Abstract
Purpose:
Histone deacetylase (HDAC) activity mediates nuclear atrophy and apoptosis in retinal ganglion cells (RGCs) following acute optic nerve injury. An important role in these processes may be played by HDAC3, which exhibits nuclear translocation in ganglion cells shortly after optic nerve injury. Amelioration of histone deacetylation, heterochromatin formation, and apoptosis was found in the ganglion cell layer where Hdac3 was conditionally knocked out prior to optic nerve injury.

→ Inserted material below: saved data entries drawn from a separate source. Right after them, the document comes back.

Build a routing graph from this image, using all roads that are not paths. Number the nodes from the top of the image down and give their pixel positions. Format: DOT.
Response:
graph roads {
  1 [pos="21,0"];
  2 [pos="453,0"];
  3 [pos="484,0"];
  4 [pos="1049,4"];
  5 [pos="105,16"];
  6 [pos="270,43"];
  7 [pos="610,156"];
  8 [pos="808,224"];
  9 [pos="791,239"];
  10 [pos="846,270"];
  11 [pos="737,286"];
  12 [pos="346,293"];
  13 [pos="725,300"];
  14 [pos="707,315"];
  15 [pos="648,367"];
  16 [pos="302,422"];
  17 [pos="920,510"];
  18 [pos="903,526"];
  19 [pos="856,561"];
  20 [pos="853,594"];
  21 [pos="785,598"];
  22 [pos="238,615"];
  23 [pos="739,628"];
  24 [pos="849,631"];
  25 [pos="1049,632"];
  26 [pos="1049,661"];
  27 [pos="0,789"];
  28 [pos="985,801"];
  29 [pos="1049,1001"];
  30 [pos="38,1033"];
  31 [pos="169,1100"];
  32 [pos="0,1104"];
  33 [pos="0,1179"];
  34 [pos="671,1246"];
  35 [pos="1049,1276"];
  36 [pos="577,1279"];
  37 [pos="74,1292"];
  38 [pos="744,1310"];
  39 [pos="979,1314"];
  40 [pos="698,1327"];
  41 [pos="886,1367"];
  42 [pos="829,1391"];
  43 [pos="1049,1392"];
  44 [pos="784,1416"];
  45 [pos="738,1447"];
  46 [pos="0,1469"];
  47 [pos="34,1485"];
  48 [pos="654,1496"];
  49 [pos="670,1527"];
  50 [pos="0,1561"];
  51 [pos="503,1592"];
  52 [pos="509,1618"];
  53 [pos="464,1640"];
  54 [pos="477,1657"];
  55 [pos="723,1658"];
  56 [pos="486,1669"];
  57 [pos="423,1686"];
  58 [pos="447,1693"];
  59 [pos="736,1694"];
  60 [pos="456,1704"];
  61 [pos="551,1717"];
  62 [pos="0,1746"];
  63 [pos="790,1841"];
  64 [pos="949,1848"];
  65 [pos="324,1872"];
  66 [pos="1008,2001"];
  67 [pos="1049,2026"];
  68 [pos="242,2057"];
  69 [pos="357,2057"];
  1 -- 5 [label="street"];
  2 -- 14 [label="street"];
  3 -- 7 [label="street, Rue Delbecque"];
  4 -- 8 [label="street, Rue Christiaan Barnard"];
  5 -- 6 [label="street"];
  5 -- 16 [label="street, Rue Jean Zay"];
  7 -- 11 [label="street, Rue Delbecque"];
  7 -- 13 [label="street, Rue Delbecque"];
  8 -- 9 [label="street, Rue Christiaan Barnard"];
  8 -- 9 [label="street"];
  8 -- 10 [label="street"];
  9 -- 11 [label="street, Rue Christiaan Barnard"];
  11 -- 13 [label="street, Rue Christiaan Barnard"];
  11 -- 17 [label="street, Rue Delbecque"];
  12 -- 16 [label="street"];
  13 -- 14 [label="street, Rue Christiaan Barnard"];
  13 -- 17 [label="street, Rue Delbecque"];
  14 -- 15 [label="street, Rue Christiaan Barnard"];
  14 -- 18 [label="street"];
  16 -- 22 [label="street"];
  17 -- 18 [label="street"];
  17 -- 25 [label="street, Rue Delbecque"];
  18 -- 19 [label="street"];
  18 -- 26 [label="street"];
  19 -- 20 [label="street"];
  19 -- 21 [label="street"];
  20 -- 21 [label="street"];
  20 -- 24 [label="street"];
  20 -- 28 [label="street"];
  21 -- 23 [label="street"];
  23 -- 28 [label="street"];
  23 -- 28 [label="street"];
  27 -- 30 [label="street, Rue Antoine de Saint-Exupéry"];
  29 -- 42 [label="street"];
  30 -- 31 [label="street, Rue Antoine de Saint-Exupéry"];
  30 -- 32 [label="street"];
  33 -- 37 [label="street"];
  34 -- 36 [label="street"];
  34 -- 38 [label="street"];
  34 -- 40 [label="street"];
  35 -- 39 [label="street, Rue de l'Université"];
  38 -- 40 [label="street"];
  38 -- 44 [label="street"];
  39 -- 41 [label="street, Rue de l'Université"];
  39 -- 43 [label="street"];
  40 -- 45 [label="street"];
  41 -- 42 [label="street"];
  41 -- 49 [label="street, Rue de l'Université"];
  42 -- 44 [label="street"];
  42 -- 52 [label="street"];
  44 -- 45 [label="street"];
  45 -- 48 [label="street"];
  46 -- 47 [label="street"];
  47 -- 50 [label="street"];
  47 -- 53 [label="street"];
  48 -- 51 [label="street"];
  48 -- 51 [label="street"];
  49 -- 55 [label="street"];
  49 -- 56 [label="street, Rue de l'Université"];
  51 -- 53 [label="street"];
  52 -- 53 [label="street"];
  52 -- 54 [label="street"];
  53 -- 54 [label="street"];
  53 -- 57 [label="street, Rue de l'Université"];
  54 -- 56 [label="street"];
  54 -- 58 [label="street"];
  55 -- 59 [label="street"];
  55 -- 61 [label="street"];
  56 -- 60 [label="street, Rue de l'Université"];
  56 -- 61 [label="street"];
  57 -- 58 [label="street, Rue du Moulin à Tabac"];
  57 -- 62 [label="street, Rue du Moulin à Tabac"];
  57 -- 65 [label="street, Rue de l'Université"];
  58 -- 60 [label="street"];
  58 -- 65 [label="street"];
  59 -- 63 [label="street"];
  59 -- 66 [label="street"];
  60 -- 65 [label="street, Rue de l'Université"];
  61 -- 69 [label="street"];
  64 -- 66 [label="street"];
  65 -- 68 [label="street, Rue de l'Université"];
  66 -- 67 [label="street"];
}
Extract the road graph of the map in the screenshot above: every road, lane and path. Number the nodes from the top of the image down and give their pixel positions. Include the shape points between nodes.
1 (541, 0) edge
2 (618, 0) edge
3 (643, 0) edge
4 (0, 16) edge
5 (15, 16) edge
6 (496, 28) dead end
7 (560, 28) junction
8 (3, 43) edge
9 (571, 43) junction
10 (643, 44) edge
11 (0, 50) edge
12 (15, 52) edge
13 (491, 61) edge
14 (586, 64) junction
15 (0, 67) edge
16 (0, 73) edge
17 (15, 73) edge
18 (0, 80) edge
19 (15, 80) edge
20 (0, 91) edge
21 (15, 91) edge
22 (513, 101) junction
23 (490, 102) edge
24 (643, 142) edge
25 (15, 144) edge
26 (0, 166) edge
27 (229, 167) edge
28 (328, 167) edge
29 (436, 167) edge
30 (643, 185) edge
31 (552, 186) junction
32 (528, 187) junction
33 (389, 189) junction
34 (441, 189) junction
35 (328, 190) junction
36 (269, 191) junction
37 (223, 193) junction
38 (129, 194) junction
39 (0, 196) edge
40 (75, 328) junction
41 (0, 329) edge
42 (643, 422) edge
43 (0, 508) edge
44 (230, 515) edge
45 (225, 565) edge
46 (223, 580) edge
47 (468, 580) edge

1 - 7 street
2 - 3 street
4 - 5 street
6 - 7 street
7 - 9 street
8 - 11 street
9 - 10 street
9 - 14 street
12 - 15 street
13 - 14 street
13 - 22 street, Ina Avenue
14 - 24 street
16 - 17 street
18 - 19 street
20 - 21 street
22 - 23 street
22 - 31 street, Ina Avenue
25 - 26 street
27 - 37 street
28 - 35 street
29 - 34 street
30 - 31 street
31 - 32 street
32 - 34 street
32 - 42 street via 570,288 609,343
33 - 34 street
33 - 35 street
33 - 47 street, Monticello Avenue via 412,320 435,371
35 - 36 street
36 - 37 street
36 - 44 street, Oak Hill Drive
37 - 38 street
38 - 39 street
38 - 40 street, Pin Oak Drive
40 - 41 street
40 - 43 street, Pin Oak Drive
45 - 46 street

The purpose of this study was to test the hypothesis that small molecule inhibition of HDAC3 leads to protection of retinal ganglion cells from histone deacetylation-related chromatin condensation and death following acute injury.
Methods:
C57BL/6 mice were given an intravitreal injection of the HDAC3-specific inhibitor RGFP-966 or vehicle into the OS eye immediately following optic nerve crush. Five days after optic nerve crush, eyes were harvested and analyzed for histone H4 deacetylation, heterochromatin formation, and Caspase-3 (CASP3) activation using Western blotting, fluorescence microscopy, and TEM imaging. Eyes were also harvested at 14 days post optic nerve crush for analysis of total RGC loss using fluorescence microscopy. Similar studies are being conducted in the microbead model of ocular hypertension.
Results:
Selective inhibition of HDAC3 leads to amelioration of histone deacetylation and heterochromatin formation following acute optic nerve damage. RGC cell death, as a function of CASP3 activation and soma loss is also attenuated. Further studies using a model of experimental glaucoma, combined with systemic application of this inhibitor, are ongoing.
Conclusions:
RGFP-966 mimics the effects of Hdac3 conditional knock-out in RGCs. HDAC3 inhibitors may be a viable therapeutic option to prevent RGC damage and loss following optic nerve injury.